Now you may call me pessimistic … but I’m not seeing how these protests and encampments is movement the movement where it has to go. We’re also entering into the cold of winter – making the situation even more inhospitable. Unless the great 99% jumps on board, and in a big way, the establishment money is going squash this desperately needed movement. I’m not saying this will be the only opportunity to make change, but it’s going to be a whole lot harder next time – when the adversarial ivory tower types are even more prepared and entrenched.

My solution … stop occupying! Yes stop occupying, well stop physically occupying. Fight with the resources you have. Don’t fight the “ivory tower” on their terms, in their game. They own the police, they own the government. So physical occupation is not going to be effective unless the entire country rebels. That’s unlikely since there are too many that are either uninformed (or get their message from the simplistic, big money controlled national news outlets) – or apathetic, resigned with their plight in life.

But that doesn’t mean we stop the Occupy Movement.
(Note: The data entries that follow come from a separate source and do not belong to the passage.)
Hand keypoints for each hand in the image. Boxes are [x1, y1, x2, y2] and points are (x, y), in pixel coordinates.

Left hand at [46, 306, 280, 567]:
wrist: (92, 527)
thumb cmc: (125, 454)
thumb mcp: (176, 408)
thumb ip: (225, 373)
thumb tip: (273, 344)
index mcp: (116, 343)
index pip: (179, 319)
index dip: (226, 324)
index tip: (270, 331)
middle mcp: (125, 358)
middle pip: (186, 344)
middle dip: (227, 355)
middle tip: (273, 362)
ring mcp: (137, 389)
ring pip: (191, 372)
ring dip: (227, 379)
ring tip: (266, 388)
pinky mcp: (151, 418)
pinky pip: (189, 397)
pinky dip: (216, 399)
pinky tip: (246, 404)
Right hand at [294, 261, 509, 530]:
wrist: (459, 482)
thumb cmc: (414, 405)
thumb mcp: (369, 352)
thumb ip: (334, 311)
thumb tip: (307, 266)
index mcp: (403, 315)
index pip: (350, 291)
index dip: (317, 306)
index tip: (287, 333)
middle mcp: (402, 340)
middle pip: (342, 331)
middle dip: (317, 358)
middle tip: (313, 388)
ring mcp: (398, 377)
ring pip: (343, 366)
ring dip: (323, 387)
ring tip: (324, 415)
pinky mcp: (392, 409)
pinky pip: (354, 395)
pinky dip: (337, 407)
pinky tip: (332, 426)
On the contrary … we fight harder and smarter!

First, we fight with our money. You don’t like big banks … don’t bank with them. It may be inconvenient  – get over it! Spend a couple of dollars more and buy on Main Street rather than at the Wal-Marts, Targets and Home Depots. Not only do you weaken the 1%, you strengthen the 99% – your own community. Also, 45% of a dollar spent at a locally owned business stays local – while only 15% of that same dollar does when you spend it at a big box store. Think about that next time you whine about weedy parks, nonexistent snow removal and your local hangout being out of business. And on the plus, nobody is going to outright fight a “buy local” message. Even American Express used it for their Saturday Buy Local campaign after Thanksgiving this year – and they’re as 1% as it gets.

Second, mobilize support using the medium we know best … social media. Facebook, Twitter and the bloggers in the Middle East played a significant role in what a year ago seemed impossible. And we don’t need to really overthrow anything – just work around the fringes to create a better country and a better world. Social media also allows for a more discreet approach, an approach that might be more palatable for the less rebellious types. Can you say the main stream union members – nurses, teachers, etc?
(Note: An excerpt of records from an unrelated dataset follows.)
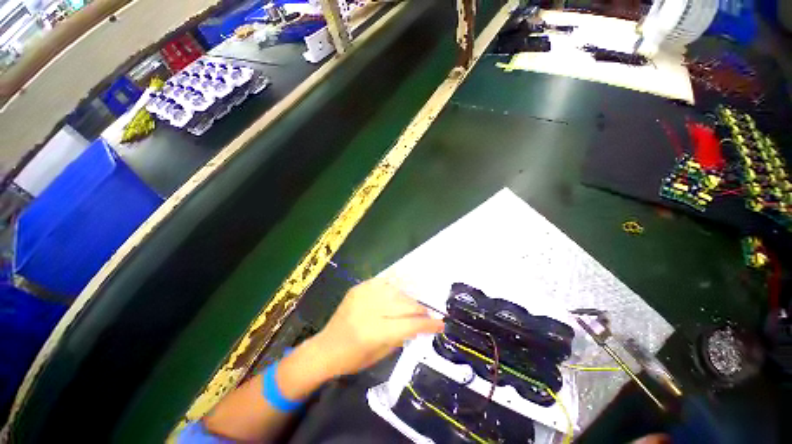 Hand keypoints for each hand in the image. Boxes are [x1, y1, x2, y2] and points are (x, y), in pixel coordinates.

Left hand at [312, 278, 444, 377]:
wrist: (326, 349)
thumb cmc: (354, 359)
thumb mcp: (383, 353)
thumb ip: (403, 336)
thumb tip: (420, 325)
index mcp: (376, 331)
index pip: (411, 323)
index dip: (430, 324)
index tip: (441, 325)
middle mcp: (369, 310)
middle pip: (406, 304)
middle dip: (421, 311)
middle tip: (428, 317)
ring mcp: (362, 296)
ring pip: (397, 291)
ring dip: (410, 299)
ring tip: (415, 307)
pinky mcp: (356, 289)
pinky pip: (383, 283)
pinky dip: (395, 288)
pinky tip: (401, 295) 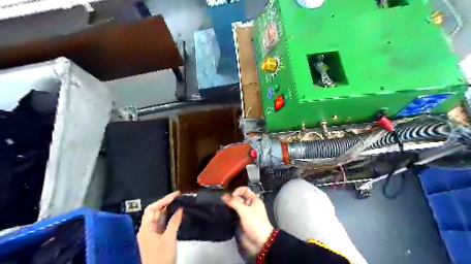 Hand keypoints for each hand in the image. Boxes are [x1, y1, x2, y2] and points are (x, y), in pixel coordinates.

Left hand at [137, 191, 182, 263]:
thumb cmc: (161, 256)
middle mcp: (147, 230)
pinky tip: (178, 215)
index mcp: (146, 228)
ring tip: (180, 203)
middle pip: (155, 213)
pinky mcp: (158, 240)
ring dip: (169, 211)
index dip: (163, 200)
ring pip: (160, 219)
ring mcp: (153, 235)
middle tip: (179, 198)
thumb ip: (174, 222)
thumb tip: (180, 208)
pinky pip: (164, 225)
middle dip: (166, 204)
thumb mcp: (169, 238)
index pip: (152, 209)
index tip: (175, 195)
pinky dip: (170, 219)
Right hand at [223, 186, 273, 254]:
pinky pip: (233, 214)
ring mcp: (244, 213)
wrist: (260, 242)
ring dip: (228, 205)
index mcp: (254, 200)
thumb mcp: (245, 211)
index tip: (231, 196)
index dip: (237, 191)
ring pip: (235, 206)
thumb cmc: (255, 223)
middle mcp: (249, 205)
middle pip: (238, 197)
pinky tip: (222, 212)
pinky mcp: (240, 221)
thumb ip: (234, 203)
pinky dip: (228, 212)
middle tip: (221, 200)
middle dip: (231, 198)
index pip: (244, 190)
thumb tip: (223, 196)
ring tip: (219, 205)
And third, if we’re going to play in the political arena, play on our home field. In other words, participate in the local elections – the mayor, the county commission, the school board. The national elections get the press, but it’s at the local level changes are made that truly affect our lives. Whether it features Occupy generated candidates or just fellow community members sympathetic to the message … these are battles that can be won. Historically poor turnouts, changed by youth registration drives and inexpensive guerilla campaigns make for ideal upsets.
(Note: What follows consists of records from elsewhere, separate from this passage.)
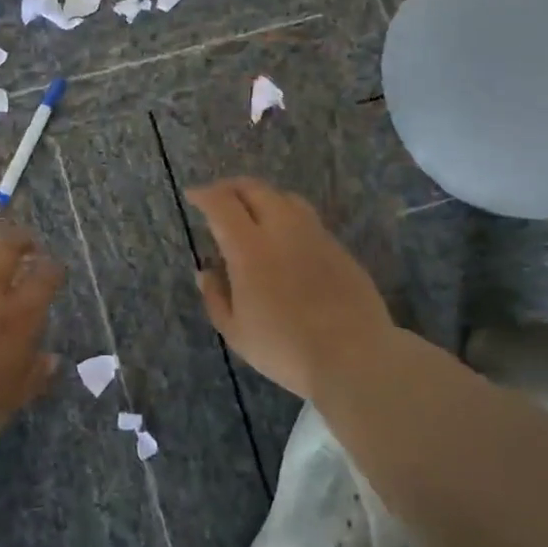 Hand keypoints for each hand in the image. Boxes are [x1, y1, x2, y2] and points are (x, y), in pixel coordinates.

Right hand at [186, 178, 396, 401]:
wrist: (354, 358)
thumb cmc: (285, 349)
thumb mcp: (236, 332)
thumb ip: (216, 297)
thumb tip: (206, 272)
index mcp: (250, 249)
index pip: (222, 204)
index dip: (204, 195)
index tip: (193, 195)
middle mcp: (282, 230)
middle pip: (255, 189)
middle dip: (231, 188)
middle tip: (218, 198)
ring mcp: (315, 236)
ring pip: (285, 198)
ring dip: (262, 198)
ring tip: (252, 214)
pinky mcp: (338, 248)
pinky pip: (307, 219)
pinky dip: (286, 217)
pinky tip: (284, 240)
Again, I’m not criticizing the “occupiers.” On the contrary, I admire them and their tenacity. I’m just saying a change in tactics may be in order. We all know there’s more than enough things to complain, and even protest about. On a daily basis I want to scream  from my balcony: “I’m as mad ad hell … and I’m not going to take it anymore,” like Howard Beale in Network. But maybe the adversarial “in your face” tactics aren’t doing the unity message of the Occupy Movement any justice.

We’ll never convince the hard-core 1% to move to the enlightened side … nor should we spend the time trying. All we can do is work on the 99%, and make them realize they are … us!